Before c120550edb86, since we marked dead item IDs to LP_DEAD once
even in the one-pass strategy vacuum, we used to call
lazy_vacuum_heap_page() to vacuum the page and to call
FreeSpaceMapVacuum() periodically, so we had that check.

I've attached a patch to fix it.

Regards,

-- 
Masahiko Sawada
Amazon Web Services: https://aws.amazon.com



Re: Periodic FSM vacuum doesn't happen in one-pass strategy vacuum.

From
Melanie Plageman
Date:
On Mon, Mar 31, 2025 at 6:03 PM Masahiko Sawada <sawada.mshk@gmail.com> wrote:
>
> With commit c120550edb86, If we got the cleanup lock on the page,
> lazy_scan_prune() marks dead item IDs directly to LP_UNUSED. So the
> following check with has_lpdead_items made the periodic FSM vacuum in
> the one-pass strategy vacuum no longer being triggered:
>
>             if (got_cleanup_lock && vacrel->nindexes == 0 && has_lpdead_items &&
>                 blkno - next_fsm_block_to_vacuum >= VACUUM_FSM_EVERY_PAGES)
>             {
>                 FreeSpaceMapVacuumRange(vacrel->rel, next_fsm_block_to_vacuum,
>                                         blkno);
>                 next_fsm_block_to_vacuum = blkno;
>             }
>
> Before c120550edb86, since we marked dead item IDs to LP_DEAD once
> even in the one-pass strategy vacuum, we used to call
> lazy_vacuum_heap_page() to vacuum the page and to call
> FreeSpaceMapVacuum() periodically, so we had that check.

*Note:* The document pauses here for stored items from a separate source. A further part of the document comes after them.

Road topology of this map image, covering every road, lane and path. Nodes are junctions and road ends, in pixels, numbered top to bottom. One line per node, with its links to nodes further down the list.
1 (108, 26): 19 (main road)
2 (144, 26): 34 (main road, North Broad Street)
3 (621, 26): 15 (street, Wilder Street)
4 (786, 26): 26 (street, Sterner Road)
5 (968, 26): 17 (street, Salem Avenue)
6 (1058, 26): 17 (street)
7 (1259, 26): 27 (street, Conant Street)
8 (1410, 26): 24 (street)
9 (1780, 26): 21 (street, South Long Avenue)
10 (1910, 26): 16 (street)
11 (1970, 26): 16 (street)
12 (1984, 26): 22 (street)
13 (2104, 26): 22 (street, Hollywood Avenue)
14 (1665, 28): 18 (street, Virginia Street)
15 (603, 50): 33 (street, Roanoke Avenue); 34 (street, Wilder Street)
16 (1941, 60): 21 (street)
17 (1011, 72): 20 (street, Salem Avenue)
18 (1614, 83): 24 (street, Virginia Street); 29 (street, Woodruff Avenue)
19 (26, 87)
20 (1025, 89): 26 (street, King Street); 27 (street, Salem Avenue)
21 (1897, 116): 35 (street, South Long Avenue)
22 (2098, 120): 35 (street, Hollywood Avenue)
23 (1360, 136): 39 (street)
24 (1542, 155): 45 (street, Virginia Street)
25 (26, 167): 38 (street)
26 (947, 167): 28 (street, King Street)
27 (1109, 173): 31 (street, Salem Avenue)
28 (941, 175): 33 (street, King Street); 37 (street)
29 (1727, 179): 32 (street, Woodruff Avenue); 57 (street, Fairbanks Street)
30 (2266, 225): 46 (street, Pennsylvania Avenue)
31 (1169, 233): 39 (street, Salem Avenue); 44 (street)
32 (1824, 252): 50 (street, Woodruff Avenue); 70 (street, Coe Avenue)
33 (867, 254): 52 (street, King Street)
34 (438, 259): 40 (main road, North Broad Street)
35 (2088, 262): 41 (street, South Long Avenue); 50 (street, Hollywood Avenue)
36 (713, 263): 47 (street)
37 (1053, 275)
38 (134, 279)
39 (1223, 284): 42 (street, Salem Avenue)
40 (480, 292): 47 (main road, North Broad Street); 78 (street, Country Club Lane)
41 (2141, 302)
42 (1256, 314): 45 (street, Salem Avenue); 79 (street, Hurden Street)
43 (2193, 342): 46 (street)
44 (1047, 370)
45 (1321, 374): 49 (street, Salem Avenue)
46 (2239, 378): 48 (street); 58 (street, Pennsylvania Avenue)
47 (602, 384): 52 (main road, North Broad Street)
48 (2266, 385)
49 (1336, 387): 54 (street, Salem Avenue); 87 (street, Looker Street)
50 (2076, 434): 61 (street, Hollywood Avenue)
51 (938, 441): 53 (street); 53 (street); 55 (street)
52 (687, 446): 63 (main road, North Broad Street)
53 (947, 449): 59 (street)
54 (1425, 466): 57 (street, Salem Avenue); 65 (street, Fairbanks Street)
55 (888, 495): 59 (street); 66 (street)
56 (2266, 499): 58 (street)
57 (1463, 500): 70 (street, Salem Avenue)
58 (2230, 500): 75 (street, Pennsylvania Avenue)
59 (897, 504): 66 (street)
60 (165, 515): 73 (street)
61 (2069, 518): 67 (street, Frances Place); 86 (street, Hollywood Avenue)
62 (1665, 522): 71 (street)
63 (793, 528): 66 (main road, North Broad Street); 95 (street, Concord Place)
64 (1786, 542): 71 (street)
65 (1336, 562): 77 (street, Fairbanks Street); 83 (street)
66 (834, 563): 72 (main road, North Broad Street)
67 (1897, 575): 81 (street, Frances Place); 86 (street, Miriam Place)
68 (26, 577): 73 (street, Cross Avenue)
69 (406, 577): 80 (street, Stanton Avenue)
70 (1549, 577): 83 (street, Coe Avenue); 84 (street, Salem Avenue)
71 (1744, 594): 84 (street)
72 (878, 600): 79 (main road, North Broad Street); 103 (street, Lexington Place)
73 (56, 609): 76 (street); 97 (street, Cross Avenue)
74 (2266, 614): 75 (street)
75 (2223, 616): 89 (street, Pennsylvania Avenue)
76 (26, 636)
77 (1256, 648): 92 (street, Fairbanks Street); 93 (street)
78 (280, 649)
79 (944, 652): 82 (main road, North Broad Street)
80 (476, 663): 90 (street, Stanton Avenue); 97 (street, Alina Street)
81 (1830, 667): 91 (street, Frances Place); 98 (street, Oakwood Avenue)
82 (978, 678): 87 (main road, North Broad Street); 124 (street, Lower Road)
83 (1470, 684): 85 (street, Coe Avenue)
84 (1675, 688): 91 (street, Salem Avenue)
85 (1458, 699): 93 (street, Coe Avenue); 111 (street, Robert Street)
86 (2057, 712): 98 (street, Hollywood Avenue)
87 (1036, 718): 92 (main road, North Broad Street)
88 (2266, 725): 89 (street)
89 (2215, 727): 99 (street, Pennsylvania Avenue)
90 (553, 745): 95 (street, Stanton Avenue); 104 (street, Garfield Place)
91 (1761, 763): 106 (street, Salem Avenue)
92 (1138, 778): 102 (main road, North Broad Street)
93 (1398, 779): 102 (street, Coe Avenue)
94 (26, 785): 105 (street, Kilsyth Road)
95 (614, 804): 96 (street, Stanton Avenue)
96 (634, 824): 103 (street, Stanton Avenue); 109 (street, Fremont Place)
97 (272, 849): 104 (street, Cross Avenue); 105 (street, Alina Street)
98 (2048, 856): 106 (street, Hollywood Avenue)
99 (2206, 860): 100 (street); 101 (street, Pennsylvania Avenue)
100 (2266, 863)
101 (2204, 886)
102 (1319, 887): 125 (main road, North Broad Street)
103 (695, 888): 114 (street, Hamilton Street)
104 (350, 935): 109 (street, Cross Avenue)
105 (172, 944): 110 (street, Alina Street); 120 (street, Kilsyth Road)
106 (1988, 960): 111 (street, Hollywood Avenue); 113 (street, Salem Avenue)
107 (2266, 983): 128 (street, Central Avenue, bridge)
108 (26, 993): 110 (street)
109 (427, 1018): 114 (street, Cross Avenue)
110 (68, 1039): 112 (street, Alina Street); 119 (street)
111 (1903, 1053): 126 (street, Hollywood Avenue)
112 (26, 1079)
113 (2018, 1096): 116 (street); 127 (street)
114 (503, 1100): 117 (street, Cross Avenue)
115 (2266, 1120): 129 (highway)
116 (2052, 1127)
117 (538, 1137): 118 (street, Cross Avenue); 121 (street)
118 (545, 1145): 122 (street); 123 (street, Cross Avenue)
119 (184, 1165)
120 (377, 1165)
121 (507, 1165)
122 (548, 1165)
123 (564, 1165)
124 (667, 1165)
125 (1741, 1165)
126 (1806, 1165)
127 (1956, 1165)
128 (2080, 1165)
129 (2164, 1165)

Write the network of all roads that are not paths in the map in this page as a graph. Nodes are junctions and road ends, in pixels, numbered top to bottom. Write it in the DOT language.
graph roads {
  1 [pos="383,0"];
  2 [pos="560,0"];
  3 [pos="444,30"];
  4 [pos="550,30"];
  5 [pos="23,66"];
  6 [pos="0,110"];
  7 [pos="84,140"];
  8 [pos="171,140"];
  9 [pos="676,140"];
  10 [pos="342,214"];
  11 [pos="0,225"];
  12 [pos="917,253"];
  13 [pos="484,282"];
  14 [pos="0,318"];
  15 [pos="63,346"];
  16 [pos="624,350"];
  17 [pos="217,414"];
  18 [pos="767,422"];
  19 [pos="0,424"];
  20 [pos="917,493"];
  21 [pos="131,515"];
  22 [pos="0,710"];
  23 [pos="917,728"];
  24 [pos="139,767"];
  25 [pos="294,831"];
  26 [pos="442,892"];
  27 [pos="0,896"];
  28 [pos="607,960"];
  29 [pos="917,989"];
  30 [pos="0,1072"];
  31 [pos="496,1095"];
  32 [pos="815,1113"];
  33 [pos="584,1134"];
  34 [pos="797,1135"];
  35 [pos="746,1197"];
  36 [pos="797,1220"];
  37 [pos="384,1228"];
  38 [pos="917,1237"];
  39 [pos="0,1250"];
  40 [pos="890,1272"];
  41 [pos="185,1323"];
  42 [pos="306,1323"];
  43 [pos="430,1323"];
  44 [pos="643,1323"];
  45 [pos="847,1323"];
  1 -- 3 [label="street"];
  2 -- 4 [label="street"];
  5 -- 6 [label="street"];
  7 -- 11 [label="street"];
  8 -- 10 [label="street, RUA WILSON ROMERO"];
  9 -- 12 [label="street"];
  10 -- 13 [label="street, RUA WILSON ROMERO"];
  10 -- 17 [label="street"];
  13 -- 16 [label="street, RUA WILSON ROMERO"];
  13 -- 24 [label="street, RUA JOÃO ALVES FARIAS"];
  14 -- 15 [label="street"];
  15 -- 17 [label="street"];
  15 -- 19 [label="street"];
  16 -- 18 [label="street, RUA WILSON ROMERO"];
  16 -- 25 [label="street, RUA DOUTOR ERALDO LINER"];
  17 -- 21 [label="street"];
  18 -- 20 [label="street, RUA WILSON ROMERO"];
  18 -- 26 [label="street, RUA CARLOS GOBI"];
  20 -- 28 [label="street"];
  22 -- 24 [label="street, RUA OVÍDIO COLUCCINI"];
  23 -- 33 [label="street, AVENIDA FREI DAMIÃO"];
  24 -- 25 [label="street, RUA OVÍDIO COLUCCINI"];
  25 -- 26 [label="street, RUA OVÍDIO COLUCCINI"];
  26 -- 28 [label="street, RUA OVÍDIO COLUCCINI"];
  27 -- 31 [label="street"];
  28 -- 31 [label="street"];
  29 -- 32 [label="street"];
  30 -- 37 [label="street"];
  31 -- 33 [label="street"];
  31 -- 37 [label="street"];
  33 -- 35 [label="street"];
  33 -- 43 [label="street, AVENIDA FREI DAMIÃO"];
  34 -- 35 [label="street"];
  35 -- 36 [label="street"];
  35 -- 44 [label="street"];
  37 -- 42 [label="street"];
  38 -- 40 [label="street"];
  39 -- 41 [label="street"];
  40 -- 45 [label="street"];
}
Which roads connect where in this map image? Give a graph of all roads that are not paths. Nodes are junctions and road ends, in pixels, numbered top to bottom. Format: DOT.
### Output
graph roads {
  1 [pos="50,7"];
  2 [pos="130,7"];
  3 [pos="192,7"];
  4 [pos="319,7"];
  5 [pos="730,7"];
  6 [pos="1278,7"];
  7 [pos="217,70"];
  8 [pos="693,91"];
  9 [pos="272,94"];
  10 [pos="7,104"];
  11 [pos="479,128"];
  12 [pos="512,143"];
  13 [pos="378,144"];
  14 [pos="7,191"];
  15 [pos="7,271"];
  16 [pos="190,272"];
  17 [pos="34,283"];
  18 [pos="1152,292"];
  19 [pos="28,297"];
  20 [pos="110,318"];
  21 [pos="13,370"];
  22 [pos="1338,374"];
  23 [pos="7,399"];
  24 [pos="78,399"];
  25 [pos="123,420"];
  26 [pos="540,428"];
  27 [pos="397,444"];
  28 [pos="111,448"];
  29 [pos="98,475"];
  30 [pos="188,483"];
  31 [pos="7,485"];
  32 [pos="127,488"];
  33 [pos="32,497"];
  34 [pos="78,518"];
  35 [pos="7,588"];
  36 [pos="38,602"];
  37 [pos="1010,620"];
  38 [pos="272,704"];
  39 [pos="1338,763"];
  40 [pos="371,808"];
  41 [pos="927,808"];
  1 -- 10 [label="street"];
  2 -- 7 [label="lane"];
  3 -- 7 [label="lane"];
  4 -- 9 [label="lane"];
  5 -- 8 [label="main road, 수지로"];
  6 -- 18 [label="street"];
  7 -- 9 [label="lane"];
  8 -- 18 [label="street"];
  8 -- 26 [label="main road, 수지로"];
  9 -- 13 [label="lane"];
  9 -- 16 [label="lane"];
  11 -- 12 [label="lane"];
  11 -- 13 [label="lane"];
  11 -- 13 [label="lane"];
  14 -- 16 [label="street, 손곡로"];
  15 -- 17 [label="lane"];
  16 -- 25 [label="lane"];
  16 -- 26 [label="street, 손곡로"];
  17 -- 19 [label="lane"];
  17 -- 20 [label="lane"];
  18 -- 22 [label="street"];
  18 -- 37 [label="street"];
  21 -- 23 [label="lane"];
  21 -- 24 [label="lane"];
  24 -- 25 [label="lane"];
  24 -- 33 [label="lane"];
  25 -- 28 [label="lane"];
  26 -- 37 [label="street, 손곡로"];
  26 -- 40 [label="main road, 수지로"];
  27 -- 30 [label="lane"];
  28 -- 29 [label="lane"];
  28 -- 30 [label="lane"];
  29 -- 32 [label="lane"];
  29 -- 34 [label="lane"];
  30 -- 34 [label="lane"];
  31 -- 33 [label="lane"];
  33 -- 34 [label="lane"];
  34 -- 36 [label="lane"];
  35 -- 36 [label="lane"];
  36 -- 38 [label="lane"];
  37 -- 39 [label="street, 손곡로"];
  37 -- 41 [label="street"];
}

Whoops, yea, I had a feeling that something wasn't right here when I
saw that thread a couple weeks ago about FSM vacuuming taking forever
at the end of a vacuum and then I remember looking at the code and
thinking why is VACUUM_FSM_EVERY_PAGES named that if it only is used
when there are no indexes or a multi-pass vacuum.

I even made a comment in [1] that we would only do FSM_EVERY_PAGES
when we have multi-pass vacuum -- which is even less after 17.

Isn't it ironic that I actually broke it.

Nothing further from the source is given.